WHAT YOU WILL DO> Go through the lines below and tally each one holding "nodes". Write only the total.

RECORD EXTRACTS>

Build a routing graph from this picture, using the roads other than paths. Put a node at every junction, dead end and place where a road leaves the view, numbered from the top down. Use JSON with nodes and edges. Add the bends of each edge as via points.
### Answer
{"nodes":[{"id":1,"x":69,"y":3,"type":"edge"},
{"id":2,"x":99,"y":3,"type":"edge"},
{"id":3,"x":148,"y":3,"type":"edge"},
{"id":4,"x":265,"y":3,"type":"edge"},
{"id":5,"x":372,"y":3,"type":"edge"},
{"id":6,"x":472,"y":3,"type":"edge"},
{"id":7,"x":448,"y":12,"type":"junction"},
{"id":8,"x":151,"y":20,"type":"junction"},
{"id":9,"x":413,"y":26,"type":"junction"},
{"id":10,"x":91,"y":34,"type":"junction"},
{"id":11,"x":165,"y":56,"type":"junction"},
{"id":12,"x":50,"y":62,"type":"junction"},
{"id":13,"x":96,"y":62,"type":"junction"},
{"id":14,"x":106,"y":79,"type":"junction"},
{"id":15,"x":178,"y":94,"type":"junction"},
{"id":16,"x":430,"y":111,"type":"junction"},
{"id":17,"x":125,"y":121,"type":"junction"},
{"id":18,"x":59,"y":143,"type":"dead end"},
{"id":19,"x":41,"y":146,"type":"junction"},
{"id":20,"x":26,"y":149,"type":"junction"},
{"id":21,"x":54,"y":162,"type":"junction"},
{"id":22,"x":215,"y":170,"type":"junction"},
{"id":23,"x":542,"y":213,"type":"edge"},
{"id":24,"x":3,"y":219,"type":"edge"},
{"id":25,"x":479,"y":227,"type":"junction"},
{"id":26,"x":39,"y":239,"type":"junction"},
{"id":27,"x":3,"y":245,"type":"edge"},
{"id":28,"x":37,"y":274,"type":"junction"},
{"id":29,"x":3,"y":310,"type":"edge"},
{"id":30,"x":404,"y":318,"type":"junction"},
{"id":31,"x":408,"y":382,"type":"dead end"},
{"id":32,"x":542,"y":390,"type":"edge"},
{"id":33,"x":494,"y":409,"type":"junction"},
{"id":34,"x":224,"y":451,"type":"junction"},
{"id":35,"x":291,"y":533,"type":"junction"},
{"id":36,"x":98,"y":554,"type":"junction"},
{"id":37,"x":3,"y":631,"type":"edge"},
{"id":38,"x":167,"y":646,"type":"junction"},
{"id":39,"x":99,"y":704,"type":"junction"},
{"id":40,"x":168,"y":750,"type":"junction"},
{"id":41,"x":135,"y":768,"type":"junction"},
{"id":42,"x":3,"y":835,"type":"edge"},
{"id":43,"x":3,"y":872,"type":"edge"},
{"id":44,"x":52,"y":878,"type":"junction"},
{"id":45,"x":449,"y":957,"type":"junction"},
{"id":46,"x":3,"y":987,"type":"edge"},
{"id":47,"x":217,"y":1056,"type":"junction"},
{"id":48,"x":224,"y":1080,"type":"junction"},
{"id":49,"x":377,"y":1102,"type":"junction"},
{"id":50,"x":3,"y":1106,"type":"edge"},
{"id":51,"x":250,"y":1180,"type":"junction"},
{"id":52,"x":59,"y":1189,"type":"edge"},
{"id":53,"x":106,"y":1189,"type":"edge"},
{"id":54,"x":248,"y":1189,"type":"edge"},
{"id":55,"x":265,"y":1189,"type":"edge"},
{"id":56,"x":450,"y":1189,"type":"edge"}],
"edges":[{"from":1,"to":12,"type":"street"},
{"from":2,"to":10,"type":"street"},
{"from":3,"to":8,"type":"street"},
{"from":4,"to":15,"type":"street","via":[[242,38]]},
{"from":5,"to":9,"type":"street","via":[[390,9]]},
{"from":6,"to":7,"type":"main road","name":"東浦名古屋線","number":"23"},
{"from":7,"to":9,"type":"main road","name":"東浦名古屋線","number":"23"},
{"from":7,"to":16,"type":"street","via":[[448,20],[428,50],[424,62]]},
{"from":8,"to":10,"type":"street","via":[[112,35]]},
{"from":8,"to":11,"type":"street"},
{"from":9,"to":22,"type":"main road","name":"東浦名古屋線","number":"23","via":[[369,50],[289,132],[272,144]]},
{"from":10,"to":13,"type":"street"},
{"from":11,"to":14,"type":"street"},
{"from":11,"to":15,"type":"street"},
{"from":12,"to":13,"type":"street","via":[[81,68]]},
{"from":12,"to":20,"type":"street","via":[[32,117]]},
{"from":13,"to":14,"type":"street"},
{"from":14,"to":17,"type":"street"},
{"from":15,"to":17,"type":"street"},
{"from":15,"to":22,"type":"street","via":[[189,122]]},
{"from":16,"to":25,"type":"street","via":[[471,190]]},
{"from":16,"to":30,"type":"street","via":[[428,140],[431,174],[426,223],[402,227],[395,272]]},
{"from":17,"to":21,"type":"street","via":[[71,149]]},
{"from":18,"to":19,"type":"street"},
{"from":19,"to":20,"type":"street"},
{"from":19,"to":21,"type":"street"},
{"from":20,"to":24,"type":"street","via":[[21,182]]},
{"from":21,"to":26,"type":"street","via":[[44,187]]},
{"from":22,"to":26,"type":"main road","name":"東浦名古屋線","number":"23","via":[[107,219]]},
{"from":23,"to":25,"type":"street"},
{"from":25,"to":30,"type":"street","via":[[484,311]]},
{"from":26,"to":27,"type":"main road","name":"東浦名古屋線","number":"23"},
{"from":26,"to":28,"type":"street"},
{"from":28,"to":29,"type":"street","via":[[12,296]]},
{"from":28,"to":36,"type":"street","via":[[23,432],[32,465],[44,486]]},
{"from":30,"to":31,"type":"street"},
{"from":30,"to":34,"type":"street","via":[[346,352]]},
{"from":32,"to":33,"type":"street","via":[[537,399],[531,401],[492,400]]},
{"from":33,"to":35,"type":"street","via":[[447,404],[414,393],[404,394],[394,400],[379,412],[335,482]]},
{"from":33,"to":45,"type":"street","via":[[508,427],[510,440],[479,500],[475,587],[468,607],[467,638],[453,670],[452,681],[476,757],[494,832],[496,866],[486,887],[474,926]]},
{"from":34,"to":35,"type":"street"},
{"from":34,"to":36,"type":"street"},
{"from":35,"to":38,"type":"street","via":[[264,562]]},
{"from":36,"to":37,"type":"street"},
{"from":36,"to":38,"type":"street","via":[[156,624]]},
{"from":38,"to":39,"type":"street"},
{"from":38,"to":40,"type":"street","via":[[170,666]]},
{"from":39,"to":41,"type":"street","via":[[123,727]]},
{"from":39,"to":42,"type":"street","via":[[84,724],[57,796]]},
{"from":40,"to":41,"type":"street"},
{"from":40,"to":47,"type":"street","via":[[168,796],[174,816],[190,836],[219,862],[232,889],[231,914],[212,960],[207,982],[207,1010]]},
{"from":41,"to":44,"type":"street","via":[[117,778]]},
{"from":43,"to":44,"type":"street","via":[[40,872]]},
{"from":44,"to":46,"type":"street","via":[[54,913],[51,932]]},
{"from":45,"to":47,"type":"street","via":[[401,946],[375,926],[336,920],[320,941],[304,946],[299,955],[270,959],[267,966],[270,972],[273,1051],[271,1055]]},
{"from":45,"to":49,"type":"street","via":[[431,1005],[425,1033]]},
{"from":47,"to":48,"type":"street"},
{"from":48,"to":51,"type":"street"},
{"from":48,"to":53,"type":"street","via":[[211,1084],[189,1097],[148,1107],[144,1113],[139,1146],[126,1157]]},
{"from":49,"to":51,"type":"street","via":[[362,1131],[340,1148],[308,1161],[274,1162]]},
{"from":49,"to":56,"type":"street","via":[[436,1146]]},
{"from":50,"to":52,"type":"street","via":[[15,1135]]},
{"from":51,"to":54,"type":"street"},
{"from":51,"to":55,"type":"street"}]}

OUTPUT BELOW> 2